An international clinical study led by Mayo Clinic in Rochester, Minn., showed that radio-frequency (RF) ablation significantly reduces pain and enhances quality of life for patients whose cancer has spread to the bone. The study provided evidence used by the U.S. Food and Drug Administration (FDA) to approve RF ablation for treatment of pain in cancer patients with two or three painful bone metastatic sites. The announcement of FDA approval was made today (Oct. 21, 2002).
RF ablation has been used for several years to treat liver and kidney cancer. The Mayo Clinic study shows that RF ablation can be equally effective in killing cancer cells that cause pain in the bone.
In addition to Mayo Clinic, the study was conducted at nine other medical centers in the United States, Italy, Germany and France. RITA Medical Systems, Inc., of Mountain View, Calif., developed the RF ablation technology that was used in the study and also provided partial funding for the research effort.
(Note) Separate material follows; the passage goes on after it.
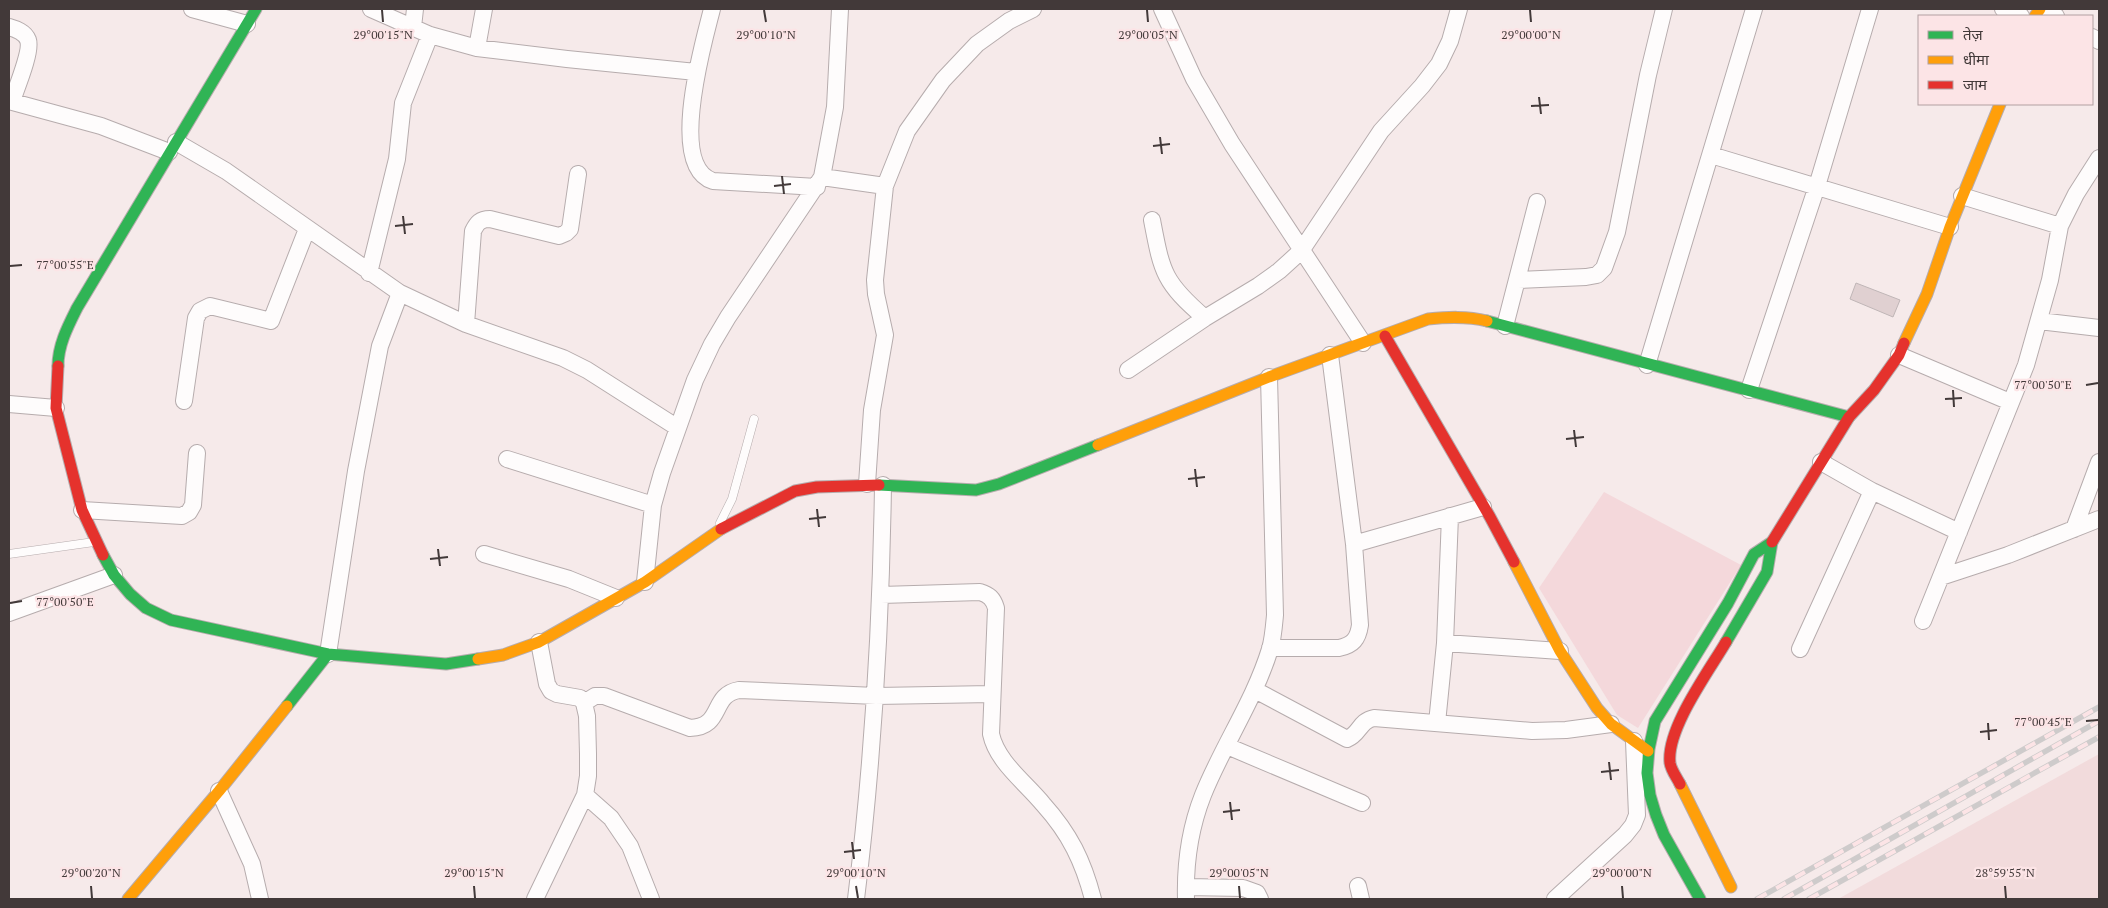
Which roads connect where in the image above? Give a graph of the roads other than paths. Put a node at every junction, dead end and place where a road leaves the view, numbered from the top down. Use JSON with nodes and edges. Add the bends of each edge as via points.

Who: The Mayo Clinic team of physicians involved in the recent study on which the FDA based its approval included William Charboneau, M.D., and Matthew Callstrom, M.D., Ph.D., radiologists; and Joseph Rubin, M.D., and Matthew Goetz, M.D., medical oncologists.
Patients: Interviews available with patients in Kansas City, Mo., Denver, Colo., and Billings, Mont.
Videotape: B-roll about the procedure and sound bites from physicians and a patient are available upon request.
Background: The Mayo Clinic study about RF ablation was presented at the 2002 annual meeting of the American Society of Clinical Oncology and published in a recent issue of the journal Radiology. The study showed that 95 percent of the 43 patients with incurable cancer who were treated with the RF ablation procedure experienced significant pain relief and had improved quality of life.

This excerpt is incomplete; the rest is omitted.